ヴィオラが目立つ感じで,こういうのは珍しい(たぶん,ぼくが知らないだけで,けっこうあるのだとは思うが)。しかも,チェロに近い低音を奏するところがあって,ヴィオラってこういう音も出るのかという発見もあった。初歩的であいすまぬ。
● レガートが命のような曲。とすれば,CDはカラヤンかと思うのだが,今はカラヤンは冷遇されている時代だからね。
ぼくはカラヤンで聴けるものは原則,カラヤンで聴くことにしているんだけど,あまり人に言えることではない。
● ともあれ,この曲をこの演奏で聴けたのは収穫。予期しなかった収穫があると,得した気分になって嬉しいものだ。これで帰ってもいいかなと思ったくらいだ。
が,もちろんそういうことはせず,15分間の休憩後,モーツァルト「レクイエム」を聴くために,再び着座。
● 「レクイエム」を巡る諸々のエピソードについては,ぼくも一応は知っている。ジュースマイヤーが補筆したといっても,これを“補”筆と言っていいのかとも思っている。
細かいことを言いだすと,今となってはわからないことが多い。ともかく,モーツァルトはこの曲を完成させることができなかった。それだけ知ってればあとはどうでも,ということにしておきたい。
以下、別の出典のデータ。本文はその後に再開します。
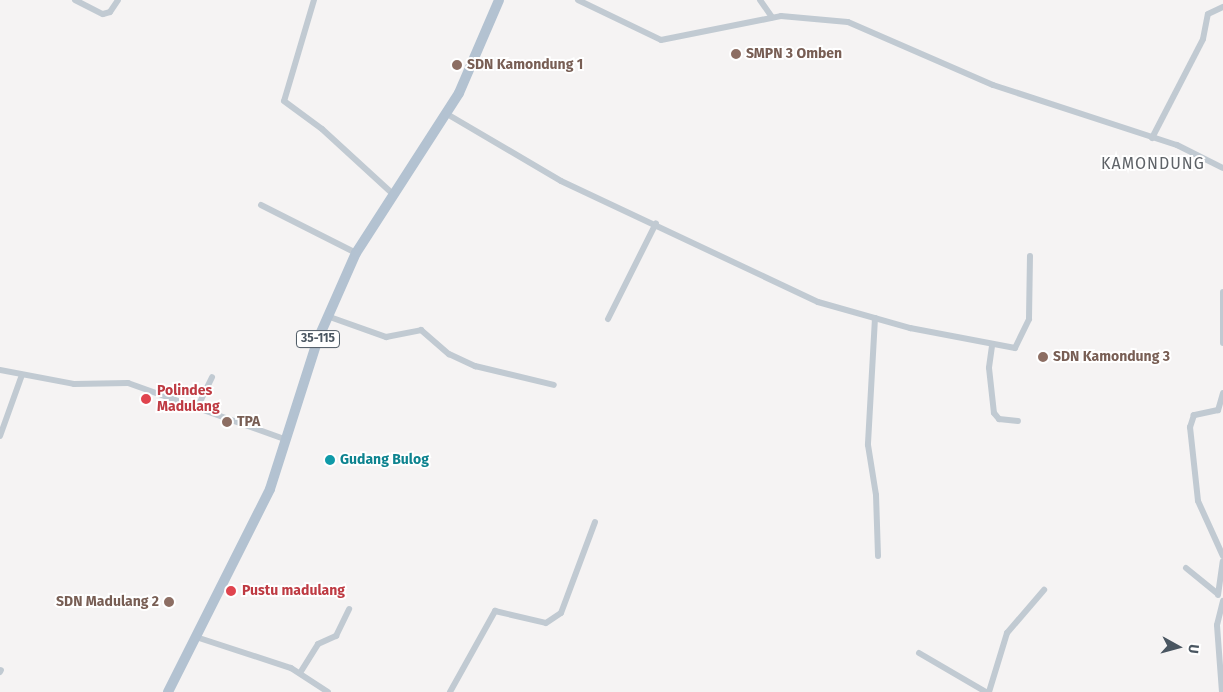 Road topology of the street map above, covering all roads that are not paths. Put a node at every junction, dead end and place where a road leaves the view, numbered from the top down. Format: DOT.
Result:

● 長くてしかも声楽が入っている曲って,CDを聴いてみようという気にもなかなかならない。あるいはぼくだけのことかもしれないけれど,バッハの「マタイ受難曲」にしても,ヘンデルの「メサイア」にしても,CDで聴くのはわりと気が重い。オペラに至っては尚更だ。
そこを埋めてくれるのがDVD。最近はネットでしょうかねぇ。YouTubeにどんどん登場するんだろう。たぶん,音質も良くなるんでしょう。ハイレゾ対応とか,WALKMANやXperiaのように,普通の圧縮音源でもハイレゾ相当に復元して再生するのがあたりまえになるのだろう。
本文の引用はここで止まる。